◆ **What is required**: The line with "index mcp: (788, 133)", the line with "ring tip: (369, 305)", and all lines between them in the material below: return these exactly, and no others.

(Data provided begins)

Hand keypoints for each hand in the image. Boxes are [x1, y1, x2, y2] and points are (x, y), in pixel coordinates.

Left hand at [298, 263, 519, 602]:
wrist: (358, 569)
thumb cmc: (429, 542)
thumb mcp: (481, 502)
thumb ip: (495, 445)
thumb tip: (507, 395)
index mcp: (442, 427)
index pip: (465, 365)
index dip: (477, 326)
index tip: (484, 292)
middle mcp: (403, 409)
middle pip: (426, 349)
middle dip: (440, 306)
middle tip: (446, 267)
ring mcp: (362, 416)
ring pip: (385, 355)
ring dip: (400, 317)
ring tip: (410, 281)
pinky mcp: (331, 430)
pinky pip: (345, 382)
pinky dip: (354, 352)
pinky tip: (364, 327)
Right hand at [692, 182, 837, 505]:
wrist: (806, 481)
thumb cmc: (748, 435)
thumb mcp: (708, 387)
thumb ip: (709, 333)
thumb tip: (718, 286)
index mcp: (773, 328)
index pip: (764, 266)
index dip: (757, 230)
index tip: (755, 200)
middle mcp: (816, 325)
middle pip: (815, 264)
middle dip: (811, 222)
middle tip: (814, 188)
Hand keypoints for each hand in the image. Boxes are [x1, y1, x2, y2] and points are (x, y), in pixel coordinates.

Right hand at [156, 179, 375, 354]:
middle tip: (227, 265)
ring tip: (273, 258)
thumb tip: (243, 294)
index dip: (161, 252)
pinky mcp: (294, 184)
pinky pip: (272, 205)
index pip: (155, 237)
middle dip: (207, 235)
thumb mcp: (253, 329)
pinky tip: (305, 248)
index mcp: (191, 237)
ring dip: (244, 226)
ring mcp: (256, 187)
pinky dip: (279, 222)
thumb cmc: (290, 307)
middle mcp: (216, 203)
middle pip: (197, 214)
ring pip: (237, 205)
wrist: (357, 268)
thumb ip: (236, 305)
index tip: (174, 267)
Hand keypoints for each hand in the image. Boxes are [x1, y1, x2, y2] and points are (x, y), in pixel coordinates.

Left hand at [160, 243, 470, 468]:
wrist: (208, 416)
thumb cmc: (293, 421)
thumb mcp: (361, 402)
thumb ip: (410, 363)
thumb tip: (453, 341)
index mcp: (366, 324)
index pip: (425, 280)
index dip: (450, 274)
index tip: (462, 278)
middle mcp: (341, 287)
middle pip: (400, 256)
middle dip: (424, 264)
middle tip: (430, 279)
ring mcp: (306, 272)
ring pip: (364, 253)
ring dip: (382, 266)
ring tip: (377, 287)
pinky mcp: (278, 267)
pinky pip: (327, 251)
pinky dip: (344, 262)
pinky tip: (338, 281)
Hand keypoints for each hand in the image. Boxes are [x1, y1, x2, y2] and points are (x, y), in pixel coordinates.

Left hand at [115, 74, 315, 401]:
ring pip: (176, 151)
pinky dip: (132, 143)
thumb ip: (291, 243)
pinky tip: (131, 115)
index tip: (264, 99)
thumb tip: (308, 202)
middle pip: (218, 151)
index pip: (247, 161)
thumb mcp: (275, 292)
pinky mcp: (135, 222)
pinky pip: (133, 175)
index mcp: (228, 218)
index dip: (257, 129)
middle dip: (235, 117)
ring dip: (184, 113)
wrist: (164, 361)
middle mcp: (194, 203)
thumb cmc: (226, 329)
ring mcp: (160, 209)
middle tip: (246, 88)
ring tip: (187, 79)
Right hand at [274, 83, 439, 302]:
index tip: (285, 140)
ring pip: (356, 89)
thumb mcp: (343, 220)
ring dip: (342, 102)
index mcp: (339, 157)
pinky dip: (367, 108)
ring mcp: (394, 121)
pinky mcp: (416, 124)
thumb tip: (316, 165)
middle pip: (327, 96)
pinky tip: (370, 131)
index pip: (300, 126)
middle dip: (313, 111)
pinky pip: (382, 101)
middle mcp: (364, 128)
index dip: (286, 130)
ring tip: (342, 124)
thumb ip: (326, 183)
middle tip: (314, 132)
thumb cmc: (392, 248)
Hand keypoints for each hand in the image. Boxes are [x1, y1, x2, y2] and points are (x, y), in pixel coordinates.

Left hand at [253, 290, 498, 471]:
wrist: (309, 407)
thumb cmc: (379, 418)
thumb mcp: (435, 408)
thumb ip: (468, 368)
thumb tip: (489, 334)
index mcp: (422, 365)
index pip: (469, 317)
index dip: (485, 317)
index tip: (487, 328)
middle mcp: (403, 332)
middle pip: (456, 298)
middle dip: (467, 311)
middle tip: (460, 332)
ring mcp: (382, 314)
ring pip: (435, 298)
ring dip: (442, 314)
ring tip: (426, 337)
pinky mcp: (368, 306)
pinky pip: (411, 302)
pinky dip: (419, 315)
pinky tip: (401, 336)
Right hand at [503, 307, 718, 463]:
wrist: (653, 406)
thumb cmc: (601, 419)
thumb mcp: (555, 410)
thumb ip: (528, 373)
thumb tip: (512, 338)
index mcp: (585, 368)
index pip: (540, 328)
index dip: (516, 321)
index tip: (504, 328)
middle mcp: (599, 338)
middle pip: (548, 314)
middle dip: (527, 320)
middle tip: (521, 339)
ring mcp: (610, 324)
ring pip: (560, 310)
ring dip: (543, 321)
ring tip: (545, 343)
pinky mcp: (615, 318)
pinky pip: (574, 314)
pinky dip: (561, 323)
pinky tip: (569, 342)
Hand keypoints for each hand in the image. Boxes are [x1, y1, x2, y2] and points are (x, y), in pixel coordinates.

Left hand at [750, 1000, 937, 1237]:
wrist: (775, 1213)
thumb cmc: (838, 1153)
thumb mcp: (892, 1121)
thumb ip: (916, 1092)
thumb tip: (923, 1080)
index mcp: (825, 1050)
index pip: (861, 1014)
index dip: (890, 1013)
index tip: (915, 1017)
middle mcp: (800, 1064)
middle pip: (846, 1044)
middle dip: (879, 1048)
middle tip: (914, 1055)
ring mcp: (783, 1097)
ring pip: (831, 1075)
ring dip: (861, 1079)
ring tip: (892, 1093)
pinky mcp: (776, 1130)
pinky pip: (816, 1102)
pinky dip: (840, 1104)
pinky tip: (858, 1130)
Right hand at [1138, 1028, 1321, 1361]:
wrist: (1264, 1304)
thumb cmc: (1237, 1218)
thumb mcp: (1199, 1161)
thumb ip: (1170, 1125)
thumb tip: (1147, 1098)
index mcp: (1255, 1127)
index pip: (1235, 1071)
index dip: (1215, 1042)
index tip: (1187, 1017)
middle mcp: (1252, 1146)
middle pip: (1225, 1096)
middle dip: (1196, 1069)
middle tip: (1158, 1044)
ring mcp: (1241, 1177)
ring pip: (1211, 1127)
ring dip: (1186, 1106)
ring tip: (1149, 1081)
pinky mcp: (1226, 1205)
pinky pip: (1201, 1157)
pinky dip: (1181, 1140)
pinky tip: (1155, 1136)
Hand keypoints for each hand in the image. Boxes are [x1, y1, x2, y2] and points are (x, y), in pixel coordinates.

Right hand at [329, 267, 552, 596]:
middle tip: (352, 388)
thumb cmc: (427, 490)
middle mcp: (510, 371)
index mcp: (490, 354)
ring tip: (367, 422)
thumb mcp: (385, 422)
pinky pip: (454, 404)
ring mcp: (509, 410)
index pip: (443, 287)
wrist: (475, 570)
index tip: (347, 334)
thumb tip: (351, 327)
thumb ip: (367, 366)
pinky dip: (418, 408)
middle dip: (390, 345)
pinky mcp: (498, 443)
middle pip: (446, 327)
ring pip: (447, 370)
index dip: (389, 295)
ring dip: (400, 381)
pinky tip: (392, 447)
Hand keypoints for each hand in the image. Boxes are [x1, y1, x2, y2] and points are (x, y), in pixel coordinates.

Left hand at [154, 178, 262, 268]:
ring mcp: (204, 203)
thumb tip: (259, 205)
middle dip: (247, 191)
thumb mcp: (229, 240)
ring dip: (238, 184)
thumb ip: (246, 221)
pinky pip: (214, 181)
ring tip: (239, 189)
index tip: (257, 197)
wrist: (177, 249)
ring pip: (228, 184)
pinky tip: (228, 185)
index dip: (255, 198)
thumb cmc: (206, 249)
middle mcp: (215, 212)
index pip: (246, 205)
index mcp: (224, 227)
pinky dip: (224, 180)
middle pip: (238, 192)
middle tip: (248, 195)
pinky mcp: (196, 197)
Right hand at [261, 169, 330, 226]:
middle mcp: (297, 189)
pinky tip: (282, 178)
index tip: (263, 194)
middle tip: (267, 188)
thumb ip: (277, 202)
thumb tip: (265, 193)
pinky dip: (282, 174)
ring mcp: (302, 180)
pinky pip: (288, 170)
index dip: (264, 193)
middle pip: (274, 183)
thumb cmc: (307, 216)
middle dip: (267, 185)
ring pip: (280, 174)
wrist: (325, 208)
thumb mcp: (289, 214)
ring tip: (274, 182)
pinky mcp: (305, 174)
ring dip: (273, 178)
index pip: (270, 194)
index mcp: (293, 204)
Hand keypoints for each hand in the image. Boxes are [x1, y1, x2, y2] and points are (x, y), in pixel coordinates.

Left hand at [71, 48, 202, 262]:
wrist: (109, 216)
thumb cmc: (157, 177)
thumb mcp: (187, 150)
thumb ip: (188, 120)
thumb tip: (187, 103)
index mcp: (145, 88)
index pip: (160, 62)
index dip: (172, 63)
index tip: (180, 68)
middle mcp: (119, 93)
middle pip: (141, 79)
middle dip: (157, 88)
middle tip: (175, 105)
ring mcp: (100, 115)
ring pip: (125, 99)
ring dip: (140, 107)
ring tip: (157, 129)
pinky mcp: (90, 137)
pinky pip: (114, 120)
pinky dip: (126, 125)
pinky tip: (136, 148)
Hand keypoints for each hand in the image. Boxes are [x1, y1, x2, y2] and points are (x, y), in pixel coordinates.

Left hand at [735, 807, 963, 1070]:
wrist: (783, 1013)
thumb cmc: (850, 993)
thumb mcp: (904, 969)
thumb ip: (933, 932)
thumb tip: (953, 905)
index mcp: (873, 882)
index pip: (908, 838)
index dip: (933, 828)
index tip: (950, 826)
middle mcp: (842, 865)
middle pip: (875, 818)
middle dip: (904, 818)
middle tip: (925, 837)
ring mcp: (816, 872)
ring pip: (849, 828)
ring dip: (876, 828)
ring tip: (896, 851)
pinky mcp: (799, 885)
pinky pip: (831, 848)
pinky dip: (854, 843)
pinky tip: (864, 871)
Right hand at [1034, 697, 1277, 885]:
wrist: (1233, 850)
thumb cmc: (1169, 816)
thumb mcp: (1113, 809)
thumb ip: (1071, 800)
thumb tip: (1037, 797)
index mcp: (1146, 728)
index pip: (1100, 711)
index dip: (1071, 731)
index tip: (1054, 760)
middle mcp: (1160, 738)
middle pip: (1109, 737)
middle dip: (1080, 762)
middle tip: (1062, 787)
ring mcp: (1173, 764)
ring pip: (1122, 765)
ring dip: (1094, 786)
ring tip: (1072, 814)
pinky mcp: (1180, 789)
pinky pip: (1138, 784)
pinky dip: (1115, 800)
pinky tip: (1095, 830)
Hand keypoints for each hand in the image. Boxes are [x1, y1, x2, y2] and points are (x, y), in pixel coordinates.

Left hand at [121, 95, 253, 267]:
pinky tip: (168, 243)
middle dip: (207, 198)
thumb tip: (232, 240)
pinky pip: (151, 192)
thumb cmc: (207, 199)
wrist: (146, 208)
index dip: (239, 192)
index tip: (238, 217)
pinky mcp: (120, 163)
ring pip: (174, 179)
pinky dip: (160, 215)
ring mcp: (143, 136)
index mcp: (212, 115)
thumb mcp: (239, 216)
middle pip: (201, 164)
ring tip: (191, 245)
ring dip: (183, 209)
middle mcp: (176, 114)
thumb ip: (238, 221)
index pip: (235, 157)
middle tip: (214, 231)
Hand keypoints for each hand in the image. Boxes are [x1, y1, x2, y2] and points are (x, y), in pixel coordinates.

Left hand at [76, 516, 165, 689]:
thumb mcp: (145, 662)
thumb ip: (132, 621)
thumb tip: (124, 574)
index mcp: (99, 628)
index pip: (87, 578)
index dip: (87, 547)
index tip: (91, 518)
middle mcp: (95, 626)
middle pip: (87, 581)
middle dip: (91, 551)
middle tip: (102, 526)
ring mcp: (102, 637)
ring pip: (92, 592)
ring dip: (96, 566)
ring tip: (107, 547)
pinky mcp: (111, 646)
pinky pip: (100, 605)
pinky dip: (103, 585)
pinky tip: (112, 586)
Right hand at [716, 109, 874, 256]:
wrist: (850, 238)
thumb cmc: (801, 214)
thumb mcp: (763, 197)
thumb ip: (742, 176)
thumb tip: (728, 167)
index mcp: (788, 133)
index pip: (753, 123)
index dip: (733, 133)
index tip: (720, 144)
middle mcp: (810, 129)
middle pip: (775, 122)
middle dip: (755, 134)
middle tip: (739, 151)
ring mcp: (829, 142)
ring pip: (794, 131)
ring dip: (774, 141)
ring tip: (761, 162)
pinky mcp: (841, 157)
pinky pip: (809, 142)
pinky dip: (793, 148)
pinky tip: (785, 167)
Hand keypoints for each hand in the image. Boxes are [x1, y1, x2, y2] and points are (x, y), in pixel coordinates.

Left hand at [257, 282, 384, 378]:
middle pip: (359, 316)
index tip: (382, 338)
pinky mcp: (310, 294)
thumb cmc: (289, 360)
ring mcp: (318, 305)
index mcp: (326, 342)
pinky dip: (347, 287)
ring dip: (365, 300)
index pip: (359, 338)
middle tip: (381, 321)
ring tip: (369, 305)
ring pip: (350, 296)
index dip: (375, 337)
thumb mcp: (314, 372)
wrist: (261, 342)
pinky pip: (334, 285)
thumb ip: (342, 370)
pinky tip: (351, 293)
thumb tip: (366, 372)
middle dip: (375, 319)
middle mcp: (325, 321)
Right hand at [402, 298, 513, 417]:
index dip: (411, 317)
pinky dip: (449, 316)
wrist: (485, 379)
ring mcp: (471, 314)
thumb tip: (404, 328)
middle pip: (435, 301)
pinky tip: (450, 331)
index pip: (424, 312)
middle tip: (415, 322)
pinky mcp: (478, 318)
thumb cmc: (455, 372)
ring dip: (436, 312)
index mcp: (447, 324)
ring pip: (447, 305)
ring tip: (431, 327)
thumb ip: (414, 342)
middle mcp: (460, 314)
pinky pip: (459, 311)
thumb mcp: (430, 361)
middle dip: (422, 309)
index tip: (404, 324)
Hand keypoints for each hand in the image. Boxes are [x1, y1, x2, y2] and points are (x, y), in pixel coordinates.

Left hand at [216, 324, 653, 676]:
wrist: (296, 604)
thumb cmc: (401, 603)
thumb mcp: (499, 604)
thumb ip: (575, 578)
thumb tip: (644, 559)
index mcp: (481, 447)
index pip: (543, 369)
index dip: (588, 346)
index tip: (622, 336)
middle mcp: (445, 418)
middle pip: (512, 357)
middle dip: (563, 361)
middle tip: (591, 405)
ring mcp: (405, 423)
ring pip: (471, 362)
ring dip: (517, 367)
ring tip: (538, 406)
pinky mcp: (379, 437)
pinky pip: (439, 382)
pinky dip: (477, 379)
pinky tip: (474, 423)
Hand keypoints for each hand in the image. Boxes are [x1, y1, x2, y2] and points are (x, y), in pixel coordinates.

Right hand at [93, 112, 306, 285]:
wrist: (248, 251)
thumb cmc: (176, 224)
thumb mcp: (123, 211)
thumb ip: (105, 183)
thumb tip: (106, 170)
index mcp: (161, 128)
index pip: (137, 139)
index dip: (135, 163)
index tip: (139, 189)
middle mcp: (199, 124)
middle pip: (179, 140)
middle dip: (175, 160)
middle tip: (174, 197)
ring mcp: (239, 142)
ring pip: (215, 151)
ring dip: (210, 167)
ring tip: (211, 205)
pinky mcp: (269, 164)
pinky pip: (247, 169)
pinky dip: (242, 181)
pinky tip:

(Data provided ends)

◆ **Exercise result**:
index mcp: (788, 133)
index pip: (753, 123)
index dip: (733, 133)
index tip: (720, 144)
middle mcp: (810, 129)
middle pip: (775, 122)
middle dip: (755, 134)
middle tip: (739, 151)
ring mcp: (829, 142)
ring pip: (794, 131)
ring dip: (774, 141)
ring tip: (761, 162)
pinky mcp: (841, 157)
pinky pip: (809, 142)
pinky dip: (793, 148)
pinky tip: (785, 167)
Hand keypoints for each hand in the image. Boxes are [x1, y1, x2, y2] and points are (x, y), in pixel coordinates.

Left hand at [257, 282, 384, 378]:
middle pip: (359, 316)
index tip: (382, 338)
pinky mcp: (310, 294)
thumb cmc: (289, 360)
ring mcp: (318, 305)
index mcp: (326, 342)
pinky dip: (347, 287)
ring dip: (365, 300)
index pip: (359, 338)
middle tip: (381, 321)
ring tip: (369, 305)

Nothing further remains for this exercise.